[REQUIRED ACTION]: Return each record word for word, keeping none of its pictures.

[DATA RECORDS]:
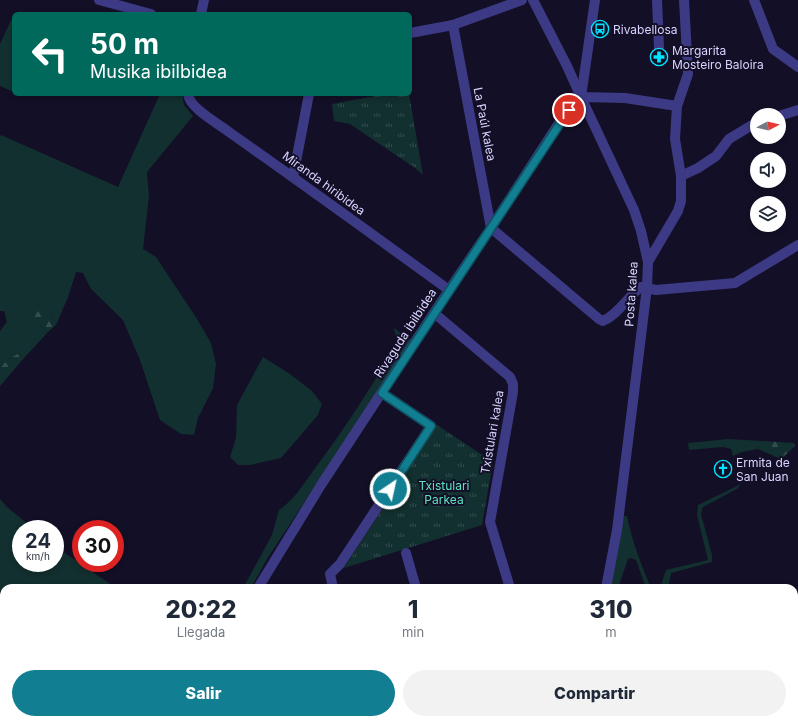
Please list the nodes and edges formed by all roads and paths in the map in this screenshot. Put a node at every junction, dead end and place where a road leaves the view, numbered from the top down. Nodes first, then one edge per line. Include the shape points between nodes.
1 (101, 0) edge
2 (204, 0) edge
3 (522, 0) edge
4 (533, 0) edge
5 (595, 0) edge
6 (657, 0) edge
7 (684, 0) edge
8 (754, 0) edge
9 (144, 12) edge
10 (201, 12) edge
11 (453, 25) junction
12 (412, 33) edge
13 (659, 48) dead end
14 (798, 68) edge
15 (189, 96) edge
16 (309, 96) edge
17 (581, 98) junction
18 (677, 106) junction
19 (798, 110) edge
20 (786, 114) edge
21 (750, 126) edge
22 (680, 176) junction
23 (293, 177) junction
24 (491, 228) junction
25 (644, 244) junction
26 (659, 245) junction
27 (798, 245) edge
28 (648, 262) junction
29 (647, 287) junction
30 (449, 290) junction
31 (434, 313) junction
32 (382, 393) junction
33 (406, 553) dead end
34 (260, 584) edge
35 (332, 584) edge
36 (415, 584) edge
37 (509, 584) edge
38 (607, 584) edge

1 - 9 street
2 - 10 street
3 - 11 street
4 - 17 street, Posta kalea
5 - 17 street
6 - 13 street
7 - 18 street via 688,74
8 - 14 street via 773,49
11 - 12 street
11 - 24 street, La Paúl kalea
15 - 23 street, Miranda hiribidea via 192,104 206,116
16 - 23 street
17 - 18 street via 625,98
17 - 24 street, Rivaguda ibilbidea via 561,120
17 - 25 street, Posta kalea via 634,210
18 - 22 street via 675,139
19 - 20 street
21 - 22 street via 728,139 716,156
22 - 26 street via 681,201 678,211
23 - 30 street, Miranda hiribidea
24 - 29 street via 603,321 615,314 635,292
24 - 30 street, Rivaguda ibilbidea
25 - 26 street
25 - 28 street, Posta kalea
26 - 28 street
27 - 29 street via 735,283 656,290
28 - 29 street, Posta kalea
29 - 38 street, Posta kalea via 617,530
30 - 31 street, Rivaguda ibilbidea
31 - 32 street, Rivaguda ibilbidea
31 - 37 street, Txistulari kalea via 510,377 513,384 490,522
32 - 34 street, Rivaguda ibilbidea via 288,536
32 - 35 street via 431,426 340,564 330,574
33 - 36 street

[RESPONSE]:
Please list the nodes and edges formed by all roads and paths in the map in this screenshot. Put a node at every junction, dead end and place where a road leaves the view, numbered from the top down. Nodes first, then one edge per line. Include the shape points between nodes.
1 (101, 0) edge
2 (204, 0) edge
3 (522, 0) edge
4 (533, 0) edge
5 (595, 0) edge
6 (657, 0) edge
7 (684, 0) edge
8 (754, 0) edge
9 (144, 12) edge
10 (201, 12) edge
11 (453, 25) junction
12 (412, 33) edge
13 (659, 48) dead end
14 (798, 68) edge
15 (189, 96) edge
16 (309, 96) edge
17 (581, 98) junction
18 (677, 106) junction
19 (798, 110) edge
20 (786, 114) edge
21 (750, 126) edge
22 (680, 176) junction
23 (293, 177) junction
24 (491, 228) junction
25 (644, 244) junction
26 (659, 245) junction
27 (798, 245) edge
28 (648, 262) junction
29 (647, 287) junction
30 (449, 290) junction
31 (434, 313) junction
32 (382, 393) junction
33 (406, 553) dead end
34 (260, 584) edge
35 (332, 584) edge
36 (415, 584) edge
37 (509, 584) edge
38 (607, 584) edge

1 - 9 street
2 - 10 street
3 - 11 street
4 - 17 street, Posta kalea
5 - 17 street
6 - 13 street
7 - 18 street via 688,74
8 - 14 street via 773,49
11 - 12 street
11 - 24 street, La Paúl kalea
15 - 23 street, Miranda hiribidea via 192,104 206,116
16 - 23 street
17 - 18 street via 625,98
17 - 24 street, Rivaguda ibilbidea via 561,120
17 - 25 street, Posta kalea via 634,210
18 - 22 street via 675,139
19 - 20 street
21 - 22 street via 728,139 716,156
22 - 26 street via 681,201 678,211
23 - 30 street, Miranda hiribidea
24 - 29 street via 603,321 615,314 635,292
24 - 30 street, Rivaguda ibilbidea
25 - 26 street
25 - 28 street, Posta kalea
26 - 28 street
27 - 29 street via 735,283 656,290
28 - 29 street, Posta kalea
29 - 38 street, Posta kalea via 617,530
30 - 31 street, Rivaguda ibilbidea
31 - 32 street, Rivaguda ibilbidea
31 - 37 street, Txistulari kalea via 510,377 513,384 490,522
32 - 34 street, Rivaguda ibilbidea via 288,536
32 - 35 street via 431,426 340,564 330,574
33 - 36 street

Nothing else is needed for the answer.